◆ THE PROBLEM:
Each record that comes next should be output exactly; pictures do not belong in the copy.

◆ RECORDS:
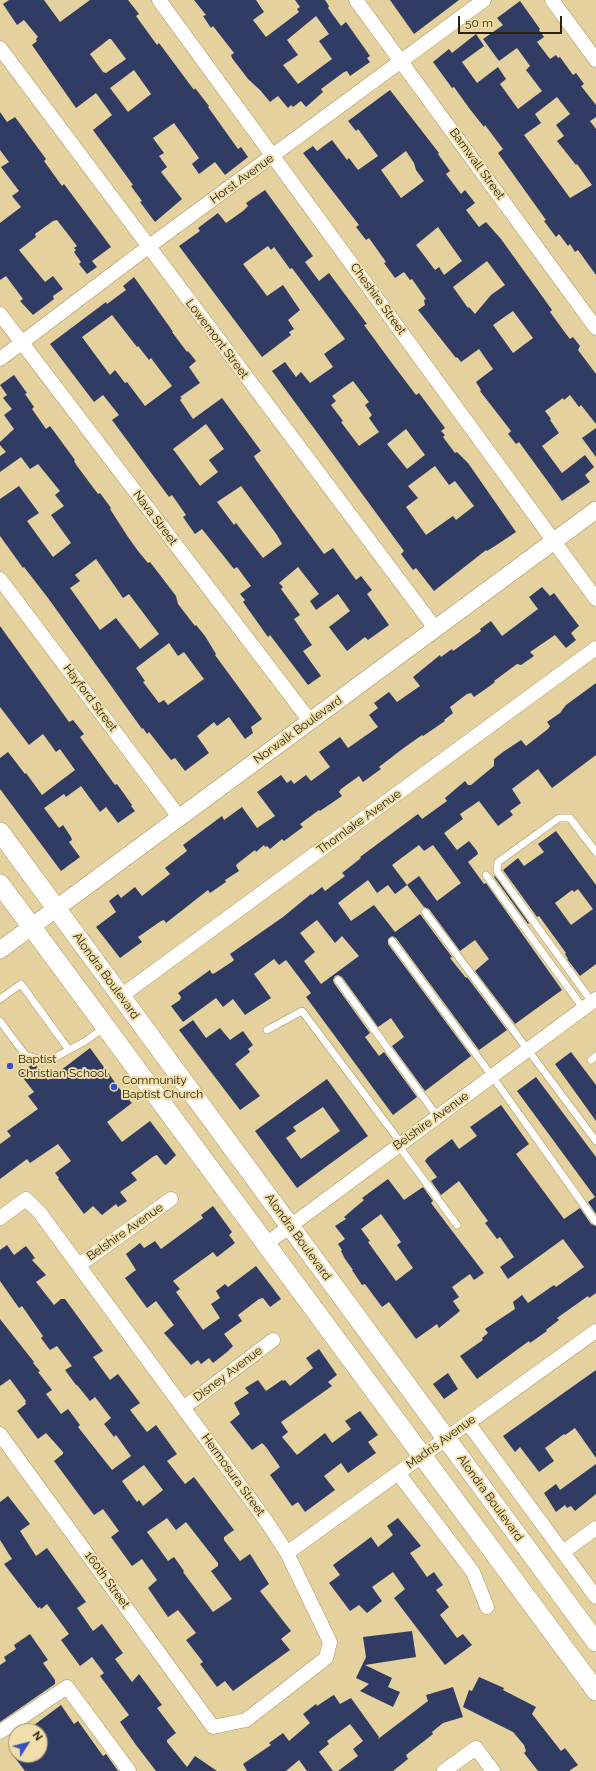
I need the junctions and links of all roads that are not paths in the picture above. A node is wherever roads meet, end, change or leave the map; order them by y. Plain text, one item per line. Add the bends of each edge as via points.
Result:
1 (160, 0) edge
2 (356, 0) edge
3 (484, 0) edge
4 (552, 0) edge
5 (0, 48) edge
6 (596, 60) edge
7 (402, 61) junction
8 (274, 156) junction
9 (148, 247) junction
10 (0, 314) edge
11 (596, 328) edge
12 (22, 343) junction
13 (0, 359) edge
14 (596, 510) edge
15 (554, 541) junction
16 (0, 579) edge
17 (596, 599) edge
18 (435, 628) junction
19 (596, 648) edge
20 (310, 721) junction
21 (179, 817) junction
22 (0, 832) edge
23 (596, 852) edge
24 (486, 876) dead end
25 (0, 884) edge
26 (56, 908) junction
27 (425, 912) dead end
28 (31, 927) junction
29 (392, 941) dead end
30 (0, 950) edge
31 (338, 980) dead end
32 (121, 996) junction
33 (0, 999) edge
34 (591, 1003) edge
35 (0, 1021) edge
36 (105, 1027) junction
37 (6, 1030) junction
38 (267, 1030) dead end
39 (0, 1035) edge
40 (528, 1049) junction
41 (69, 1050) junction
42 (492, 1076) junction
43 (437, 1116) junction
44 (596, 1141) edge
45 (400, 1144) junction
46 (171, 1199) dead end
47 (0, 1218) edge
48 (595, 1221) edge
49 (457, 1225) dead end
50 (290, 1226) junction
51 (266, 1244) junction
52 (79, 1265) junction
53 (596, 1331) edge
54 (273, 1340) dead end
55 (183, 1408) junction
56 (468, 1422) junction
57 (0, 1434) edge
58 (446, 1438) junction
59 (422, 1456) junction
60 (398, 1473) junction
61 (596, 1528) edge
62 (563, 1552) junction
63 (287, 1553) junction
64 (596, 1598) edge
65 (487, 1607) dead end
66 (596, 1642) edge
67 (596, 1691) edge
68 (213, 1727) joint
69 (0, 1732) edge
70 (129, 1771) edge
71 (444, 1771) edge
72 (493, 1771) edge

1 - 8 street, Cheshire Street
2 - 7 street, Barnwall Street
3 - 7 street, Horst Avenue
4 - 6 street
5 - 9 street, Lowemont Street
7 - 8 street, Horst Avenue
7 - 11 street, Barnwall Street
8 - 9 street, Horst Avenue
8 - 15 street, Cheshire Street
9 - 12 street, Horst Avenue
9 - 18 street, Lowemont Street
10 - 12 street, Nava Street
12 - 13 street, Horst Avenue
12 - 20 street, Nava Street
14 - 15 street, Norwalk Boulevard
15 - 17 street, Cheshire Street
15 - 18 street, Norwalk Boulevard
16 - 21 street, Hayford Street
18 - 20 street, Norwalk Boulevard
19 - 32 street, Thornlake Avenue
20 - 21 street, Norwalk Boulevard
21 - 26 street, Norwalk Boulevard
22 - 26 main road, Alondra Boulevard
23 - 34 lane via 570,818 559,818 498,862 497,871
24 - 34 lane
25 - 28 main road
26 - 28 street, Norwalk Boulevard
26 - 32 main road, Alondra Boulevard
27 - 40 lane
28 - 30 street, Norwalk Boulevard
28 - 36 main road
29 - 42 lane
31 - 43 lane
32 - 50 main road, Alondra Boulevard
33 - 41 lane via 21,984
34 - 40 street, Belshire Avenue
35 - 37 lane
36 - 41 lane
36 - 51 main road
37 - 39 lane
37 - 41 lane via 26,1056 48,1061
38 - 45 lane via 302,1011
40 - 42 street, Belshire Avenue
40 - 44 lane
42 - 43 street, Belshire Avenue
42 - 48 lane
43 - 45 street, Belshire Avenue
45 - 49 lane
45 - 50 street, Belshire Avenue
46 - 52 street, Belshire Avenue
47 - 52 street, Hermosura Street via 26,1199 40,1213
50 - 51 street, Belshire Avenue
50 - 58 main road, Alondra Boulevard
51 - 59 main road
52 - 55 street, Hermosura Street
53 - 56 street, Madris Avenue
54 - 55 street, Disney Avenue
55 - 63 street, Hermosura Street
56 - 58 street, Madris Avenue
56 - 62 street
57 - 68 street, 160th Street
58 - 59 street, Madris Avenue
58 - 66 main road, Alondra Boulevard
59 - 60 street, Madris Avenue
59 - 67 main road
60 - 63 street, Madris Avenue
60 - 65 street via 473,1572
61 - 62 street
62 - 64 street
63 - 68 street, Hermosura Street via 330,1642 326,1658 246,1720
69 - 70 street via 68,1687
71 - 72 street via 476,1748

◆ OUTPUT FOR THIS EXERCISE:
I need the junctions and links of all roads that are not paths in the picture above. A node is wherever roads meet, end, change or leave the map; order them by y. Plain text, one item per line. Add the bends of each edge as via points.
Result:
1 (160, 0) edge
2 (356, 0) edge
3 (484, 0) edge
4 (552, 0) edge
5 (0, 48) edge
6 (596, 60) edge
7 (402, 61) junction
8 (274, 156) junction
9 (148, 247) junction
10 (0, 314) edge
11 (596, 328) edge
12 (22, 343) junction
13 (0, 359) edge
14 (596, 510) edge
15 (554, 541) junction
16 (0, 579) edge
17 (596, 599) edge
18 (435, 628) junction
19 (596, 648) edge
20 (310, 721) junction
21 (179, 817) junction
22 (0, 832) edge
23 (596, 852) edge
24 (486, 876) dead end
25 (0, 884) edge
26 (56, 908) junction
27 (425, 912) dead end
28 (31, 927) junction
29 (392, 941) dead end
30 (0, 950) edge
31 (338, 980) dead end
32 (121, 996) junction
33 (0, 999) edge
34 (591, 1003) edge
35 (0, 1021) edge
36 (105, 1027) junction
37 (6, 1030) junction
38 (267, 1030) dead end
39 (0, 1035) edge
40 (528, 1049) junction
41 (69, 1050) junction
42 (492, 1076) junction
43 (437, 1116) junction
44 (596, 1141) edge
45 (400, 1144) junction
46 (171, 1199) dead end
47 (0, 1218) edge
48 (595, 1221) edge
49 (457, 1225) dead end
50 (290, 1226) junction
51 (266, 1244) junction
52 (79, 1265) junction
53 (596, 1331) edge
54 (273, 1340) dead end
55 (183, 1408) junction
56 (468, 1422) junction
57 (0, 1434) edge
58 (446, 1438) junction
59 (422, 1456) junction
60 (398, 1473) junction
61 (596, 1528) edge
62 (563, 1552) junction
63 (287, 1553) junction
64 (596, 1598) edge
65 (487, 1607) dead end
66 (596, 1642) edge
67 (596, 1691) edge
68 (213, 1727) joint
69 (0, 1732) edge
70 (129, 1771) edge
71 (444, 1771) edge
72 (493, 1771) edge

1 - 8 street, Cheshire Street
2 - 7 street, Barnwall Street
3 - 7 street, Horst Avenue
4 - 6 street
5 - 9 street, Lowemont Street
7 - 8 street, Horst Avenue
7 - 11 street, Barnwall Street
8 - 9 street, Horst Avenue
8 - 15 street, Cheshire Street
9 - 12 street, Horst Avenue
9 - 18 street, Lowemont Street
10 - 12 street, Nava Street
12 - 13 street, Horst Avenue
12 - 20 street, Nava Street
14 - 15 street, Norwalk Boulevard
15 - 17 street, Cheshire Street
15 - 18 street, Norwalk Boulevard
16 - 21 street, Hayford Street
18 - 20 street, Norwalk Boulevard
19 - 32 street, Thornlake Avenue
20 - 21 street, Norwalk Boulevard
21 - 26 street, Norwalk Boulevard
22 - 26 main road, Alondra Boulevard
23 - 34 lane via 570,818 559,818 498,862 497,871
24 - 34 lane
25 - 28 main road
26 - 28 street, Norwalk Boulevard
26 - 32 main road, Alondra Boulevard
27 - 40 lane
28 - 30 street, Norwalk Boulevard
28 - 36 main road
29 - 42 lane
31 - 43 lane
32 - 50 main road, Alondra Boulevard
33 - 41 lane via 21,984
34 - 40 street, Belshire Avenue
35 - 37 lane
36 - 41 lane
36 - 51 main road
37 - 39 lane
37 - 41 lane via 26,1056 48,1061
38 - 45 lane via 302,1011
40 - 42 street, Belshire Avenue
40 - 44 lane
42 - 43 street, Belshire Avenue
42 - 48 lane
43 - 45 street, Belshire Avenue
45 - 49 lane
45 - 50 street, Belshire Avenue
46 - 52 street, Belshire Avenue
47 - 52 street, Hermosura Street via 26,1199 40,1213
50 - 51 street, Belshire Avenue
50 - 58 main road, Alondra Boulevard
51 - 59 main road
52 - 55 street, Hermosura Street
53 - 56 street, Madris Avenue
54 - 55 street, Disney Avenue
55 - 63 street, Hermosura Street
56 - 58 street, Madris Avenue
56 - 62 street
57 - 68 street, 160th Street
58 - 59 street, Madris Avenue
58 - 66 main road, Alondra Boulevard
59 - 60 street, Madris Avenue
59 - 67 main road
60 - 63 street, Madris Avenue
60 - 65 street via 473,1572
61 - 62 street
62 - 64 street
63 - 68 street, Hermosura Street via 330,1642 326,1658 246,1720
69 - 70 street via 68,1687
71 - 72 street via 476,1748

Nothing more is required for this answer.